ASSIGNED TASK: For each line of the listing that includes the word "Calle", show the whole line.
======
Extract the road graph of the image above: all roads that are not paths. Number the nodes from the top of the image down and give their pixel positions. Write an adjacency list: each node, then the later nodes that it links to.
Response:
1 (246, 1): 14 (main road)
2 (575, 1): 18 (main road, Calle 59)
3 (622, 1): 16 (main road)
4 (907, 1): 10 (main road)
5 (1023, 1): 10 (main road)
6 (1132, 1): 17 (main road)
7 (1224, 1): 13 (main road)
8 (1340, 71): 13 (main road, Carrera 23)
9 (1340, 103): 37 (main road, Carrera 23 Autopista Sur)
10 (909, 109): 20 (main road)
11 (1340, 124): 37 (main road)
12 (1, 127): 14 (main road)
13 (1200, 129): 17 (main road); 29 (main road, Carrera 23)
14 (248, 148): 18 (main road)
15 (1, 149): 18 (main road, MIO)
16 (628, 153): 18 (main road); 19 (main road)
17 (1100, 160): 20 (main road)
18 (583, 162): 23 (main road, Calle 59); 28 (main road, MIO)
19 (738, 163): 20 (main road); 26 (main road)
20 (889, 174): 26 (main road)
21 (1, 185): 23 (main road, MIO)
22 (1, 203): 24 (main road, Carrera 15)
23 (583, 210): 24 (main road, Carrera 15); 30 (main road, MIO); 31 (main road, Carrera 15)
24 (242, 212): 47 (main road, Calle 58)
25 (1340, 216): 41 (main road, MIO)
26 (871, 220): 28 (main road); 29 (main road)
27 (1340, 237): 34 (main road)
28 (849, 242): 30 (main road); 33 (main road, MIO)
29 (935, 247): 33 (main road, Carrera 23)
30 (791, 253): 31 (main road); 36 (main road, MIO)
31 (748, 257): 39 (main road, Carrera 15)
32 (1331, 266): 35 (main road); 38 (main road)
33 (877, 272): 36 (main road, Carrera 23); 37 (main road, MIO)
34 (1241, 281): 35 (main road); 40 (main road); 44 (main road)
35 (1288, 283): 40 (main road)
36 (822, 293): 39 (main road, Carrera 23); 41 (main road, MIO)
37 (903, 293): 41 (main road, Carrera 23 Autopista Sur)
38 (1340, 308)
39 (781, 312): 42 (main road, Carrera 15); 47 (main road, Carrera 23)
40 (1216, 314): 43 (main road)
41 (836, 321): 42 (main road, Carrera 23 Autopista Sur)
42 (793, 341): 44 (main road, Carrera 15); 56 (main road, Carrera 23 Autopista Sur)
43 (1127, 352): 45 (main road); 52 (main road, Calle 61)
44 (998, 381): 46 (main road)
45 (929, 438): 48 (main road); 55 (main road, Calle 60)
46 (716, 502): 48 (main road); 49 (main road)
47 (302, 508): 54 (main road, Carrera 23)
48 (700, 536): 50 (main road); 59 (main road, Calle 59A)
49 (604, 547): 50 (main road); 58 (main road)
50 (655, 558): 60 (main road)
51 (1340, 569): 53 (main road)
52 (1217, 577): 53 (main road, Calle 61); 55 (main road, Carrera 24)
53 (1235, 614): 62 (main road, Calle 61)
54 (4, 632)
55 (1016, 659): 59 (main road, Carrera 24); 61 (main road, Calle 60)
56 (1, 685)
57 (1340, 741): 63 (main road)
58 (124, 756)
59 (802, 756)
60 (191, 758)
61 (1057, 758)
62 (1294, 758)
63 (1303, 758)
======
RESULT BELOW:
2 (575, 1): 18 (main road, Calle 59)
18 (583, 162): 23 (main road, Calle 59); 28 (main road, MIO)
24 (242, 212): 47 (main road, Calle 58)
43 (1127, 352): 45 (main road); 52 (main road, Calle 61)
45 (929, 438): 48 (main road); 55 (main road, Calle 60)
48 (700, 536): 50 (main road); 59 (main road, Calle 59A)
52 (1217, 577): 53 (main road, Calle 61); 55 (main road, Carrera 24)
53 (1235, 614): 62 (main road, Calle 61)
55 (1016, 659): 59 (main road, Carrera 24); 61 (main road, Calle 60)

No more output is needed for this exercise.